There’s also the argument that the EU isn’t technically a sovereign because it isn’t an independent government with tax-raising powers. Mark Dowding at RBC BlueBay Asset Management is among those who say EU bonds “don’t pass the smell test” when it comes to a conceptual definition of a sovereign, though he says that’s unlikely to prevent them entering sovereign indexes.
There are other reasons why designating the EU as a sovereign is favored by all sides. A sizeable bond market can boost the euro as a reserve currency, and improve confidence in the resilience of the European project. The EU’s pool of bonds is already the fifth largest in the region and is expected to swell to almost €1 trillion by 2026.

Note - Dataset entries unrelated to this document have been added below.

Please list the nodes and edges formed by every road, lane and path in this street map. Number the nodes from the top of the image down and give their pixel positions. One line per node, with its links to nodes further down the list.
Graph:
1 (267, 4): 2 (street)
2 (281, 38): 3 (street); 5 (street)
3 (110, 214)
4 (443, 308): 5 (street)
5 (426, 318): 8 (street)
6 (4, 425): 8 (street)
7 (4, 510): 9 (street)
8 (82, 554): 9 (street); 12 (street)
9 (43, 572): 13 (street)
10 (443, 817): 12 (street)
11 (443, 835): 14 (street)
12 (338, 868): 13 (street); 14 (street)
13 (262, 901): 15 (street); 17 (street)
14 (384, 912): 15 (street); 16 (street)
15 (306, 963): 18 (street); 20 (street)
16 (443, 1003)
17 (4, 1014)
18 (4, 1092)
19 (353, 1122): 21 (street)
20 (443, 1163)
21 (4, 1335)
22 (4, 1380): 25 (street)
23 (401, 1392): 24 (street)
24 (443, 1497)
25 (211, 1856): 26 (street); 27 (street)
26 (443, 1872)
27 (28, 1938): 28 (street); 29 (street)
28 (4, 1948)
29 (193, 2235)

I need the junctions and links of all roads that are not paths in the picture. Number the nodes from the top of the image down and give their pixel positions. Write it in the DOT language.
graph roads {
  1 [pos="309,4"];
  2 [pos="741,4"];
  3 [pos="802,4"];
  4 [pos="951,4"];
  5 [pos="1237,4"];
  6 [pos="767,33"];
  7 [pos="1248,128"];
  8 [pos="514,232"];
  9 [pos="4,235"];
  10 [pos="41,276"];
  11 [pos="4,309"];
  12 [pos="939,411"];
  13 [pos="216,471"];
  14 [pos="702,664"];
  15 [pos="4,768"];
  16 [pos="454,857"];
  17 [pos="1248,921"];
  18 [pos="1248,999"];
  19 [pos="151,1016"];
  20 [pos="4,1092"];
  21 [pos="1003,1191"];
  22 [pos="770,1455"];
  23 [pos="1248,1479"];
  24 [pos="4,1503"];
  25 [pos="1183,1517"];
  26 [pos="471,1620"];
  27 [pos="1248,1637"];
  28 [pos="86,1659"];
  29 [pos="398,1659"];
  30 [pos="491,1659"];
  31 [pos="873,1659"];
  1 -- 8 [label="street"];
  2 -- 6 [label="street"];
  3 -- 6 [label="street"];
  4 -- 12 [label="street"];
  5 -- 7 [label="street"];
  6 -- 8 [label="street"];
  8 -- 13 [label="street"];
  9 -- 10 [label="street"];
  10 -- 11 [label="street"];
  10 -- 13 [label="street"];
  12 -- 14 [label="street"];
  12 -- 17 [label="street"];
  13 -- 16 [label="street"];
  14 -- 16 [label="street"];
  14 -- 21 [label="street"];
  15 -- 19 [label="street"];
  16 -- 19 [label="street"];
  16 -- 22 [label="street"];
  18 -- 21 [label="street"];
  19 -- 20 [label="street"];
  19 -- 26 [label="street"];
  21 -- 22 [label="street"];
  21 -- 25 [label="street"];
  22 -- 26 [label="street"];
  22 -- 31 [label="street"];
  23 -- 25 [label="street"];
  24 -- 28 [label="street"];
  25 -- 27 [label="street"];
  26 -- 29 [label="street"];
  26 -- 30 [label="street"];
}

Investors, meanwhile, would welcome more AAA-rated sovereign paper, which is scarce after last year’s US credit downgrade. Barings portfolio manager Brian Mangwiro thinks reclassification will at a stroke resolve Europe’s regular shortages of safe securities used as collateral to obtain cash.
While the European Central Bank does accept EU debt as collateral, they are not widely used because clearing houses apply a far larger “haircut” than on bonds from similar or even lower-rated sovereigns. Bringing EU bonds into the fold as collateral will drive down their yields even further, Mangwiro predicts.
“We are already long and we don’t plan to lighten up,” he said.